Extracted data entries:

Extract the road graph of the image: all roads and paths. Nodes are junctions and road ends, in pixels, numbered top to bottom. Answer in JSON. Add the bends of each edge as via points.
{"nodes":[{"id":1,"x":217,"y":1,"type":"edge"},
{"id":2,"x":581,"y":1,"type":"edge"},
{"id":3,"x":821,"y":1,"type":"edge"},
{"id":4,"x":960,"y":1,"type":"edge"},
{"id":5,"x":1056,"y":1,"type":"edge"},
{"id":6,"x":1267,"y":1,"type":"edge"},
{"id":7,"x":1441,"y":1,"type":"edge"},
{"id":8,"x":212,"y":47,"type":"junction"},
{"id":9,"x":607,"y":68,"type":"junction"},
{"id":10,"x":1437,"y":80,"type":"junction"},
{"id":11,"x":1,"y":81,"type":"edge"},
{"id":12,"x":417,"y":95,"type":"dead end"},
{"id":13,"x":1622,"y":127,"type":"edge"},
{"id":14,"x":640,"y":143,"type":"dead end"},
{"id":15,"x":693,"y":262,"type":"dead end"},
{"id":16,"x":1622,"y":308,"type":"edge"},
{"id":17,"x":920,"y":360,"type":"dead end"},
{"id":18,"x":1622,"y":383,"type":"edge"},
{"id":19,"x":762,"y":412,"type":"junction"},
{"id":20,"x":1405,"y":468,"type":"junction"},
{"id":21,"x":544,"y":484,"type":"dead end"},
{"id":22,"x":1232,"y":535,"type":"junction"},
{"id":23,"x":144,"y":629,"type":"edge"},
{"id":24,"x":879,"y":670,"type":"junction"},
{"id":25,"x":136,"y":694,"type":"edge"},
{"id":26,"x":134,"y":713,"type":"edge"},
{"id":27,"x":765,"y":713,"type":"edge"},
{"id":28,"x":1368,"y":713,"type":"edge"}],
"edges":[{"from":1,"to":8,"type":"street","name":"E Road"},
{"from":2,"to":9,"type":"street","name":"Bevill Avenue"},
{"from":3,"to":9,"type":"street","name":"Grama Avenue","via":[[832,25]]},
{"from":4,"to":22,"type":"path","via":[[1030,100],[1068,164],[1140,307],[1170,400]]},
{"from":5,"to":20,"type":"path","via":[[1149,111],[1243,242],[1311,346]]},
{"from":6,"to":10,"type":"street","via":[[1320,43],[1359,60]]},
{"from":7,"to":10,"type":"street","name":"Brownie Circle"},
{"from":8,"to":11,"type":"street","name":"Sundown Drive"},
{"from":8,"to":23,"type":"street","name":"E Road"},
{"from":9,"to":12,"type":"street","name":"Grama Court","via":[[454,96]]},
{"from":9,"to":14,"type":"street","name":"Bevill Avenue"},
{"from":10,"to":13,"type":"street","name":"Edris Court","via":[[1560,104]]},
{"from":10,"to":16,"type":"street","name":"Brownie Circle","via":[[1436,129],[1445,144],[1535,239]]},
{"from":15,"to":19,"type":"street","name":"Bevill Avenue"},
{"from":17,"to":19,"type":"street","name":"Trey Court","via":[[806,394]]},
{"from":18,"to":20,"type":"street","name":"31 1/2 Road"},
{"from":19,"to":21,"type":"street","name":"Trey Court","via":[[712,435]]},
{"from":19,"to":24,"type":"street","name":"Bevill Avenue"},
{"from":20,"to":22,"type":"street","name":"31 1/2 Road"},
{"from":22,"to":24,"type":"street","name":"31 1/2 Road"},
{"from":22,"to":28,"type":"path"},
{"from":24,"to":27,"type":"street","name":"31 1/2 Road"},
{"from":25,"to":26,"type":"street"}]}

Task item: Above are some records. Print them all exactly.

Answer to this problem:
Extract the road graph of the image: all roads and paths. Nodes are junctions and road ends, in pixels, numbered top to bottom. Answer in JSON. Add the bends of each edge as via points.
{"nodes":[{"id":1,"x":217,"y":1,"type":"edge"},
{"id":2,"x":581,"y":1,"type":"edge"},
{"id":3,"x":821,"y":1,"type":"edge"},
{"id":4,"x":960,"y":1,"type":"edge"},
{"id":5,"x":1056,"y":1,"type":"edge"},
{"id":6,"x":1267,"y":1,"type":"edge"},
{"id":7,"x":1441,"y":1,"type":"edge"},
{"id":8,"x":212,"y":47,"type":"junction"},
{"id":9,"x":607,"y":68,"type":"junction"},
{"id":10,"x":1437,"y":80,"type":"junction"},
{"id":11,"x":1,"y":81,"type":"edge"},
{"id":12,"x":417,"y":95,"type":"dead end"},
{"id":13,"x":1622,"y":127,"type":"edge"},
{"id":14,"x":640,"y":143,"type":"dead end"},
{"id":15,"x":693,"y":262,"type":"dead end"},
{"id":16,"x":1622,"y":308,"type":"edge"},
{"id":17,"x":920,"y":360,"type":"dead end"},
{"id":18,"x":1622,"y":383,"type":"edge"},
{"id":19,"x":762,"y":412,"type":"junction"},
{"id":20,"x":1405,"y":468,"type":"junction"},
{"id":21,"x":544,"y":484,"type":"dead end"},
{"id":22,"x":1232,"y":535,"type":"junction"},
{"id":23,"x":144,"y":629,"type":"edge"},
{"id":24,"x":879,"y":670,"type":"junction"},
{"id":25,"x":136,"y":694,"type":"edge"},
{"id":26,"x":134,"y":713,"type":"edge"},
{"id":27,"x":765,"y":713,"type":"edge"},
{"id":28,"x":1368,"y":713,"type":"edge"}],
"edges":[{"from":1,"to":8,"type":"street","name":"E Road"},
{"from":2,"to":9,"type":"street","name":"Bevill Avenue"},
{"from":3,"to":9,"type":"street","name":"Grama Avenue","via":[[832,25]]},
{"from":4,"to":22,"type":"path","via":[[1030,100],[1068,164],[1140,307],[1170,400]]},
{"from":5,"to":20,"type":"path","via":[[1149,111],[1243,242],[1311,346]]},
{"from":6,"to":10,"type":"street","via":[[1320,43],[1359,60]]},
{"from":7,"to":10,"type":"street","name":"Brownie Circle"},
{"from":8,"to":11,"type":"street","name":"Sundown Drive"},
{"from":8,"to":23,"type":"street","name":"E Road"},
{"from":9,"to":12,"type":"street","name":"Grama Court","via":[[454,96]]},
{"from":9,"to":14,"type":"street","name":"Bevill Avenue"},
{"from":10,"to":13,"type":"street","name":"Edris Court","via":[[1560,104]]},
{"from":10,"to":16,"type":"street","name":"Brownie Circle","via":[[1436,129],[1445,144],[1535,239]]},
{"from":15,"to":19,"type":"street","name":"Bevill Avenue"},
{"from":17,"to":19,"type":"street","name":"Trey Court","via":[[806,394]]},
{"from":18,"to":20,"type":"street","name":"31 1/2 Road"},
{"from":19,"to":21,"type":"street","name":"Trey Court","via":[[712,435]]},
{"from":19,"to":24,"type":"street","name":"Bevill Avenue"},
{"from":20,"to":22,"type":"street","name":"31 1/2 Road"},
{"from":22,"to":24,"type":"street","name":"31 1/2 Road"},
{"from":22,"to":28,"type":"path"},
{"from":24,"to":27,"type":"street","name":"31 1/2 Road"},
{"from":25,"to":26,"type":"street"}]}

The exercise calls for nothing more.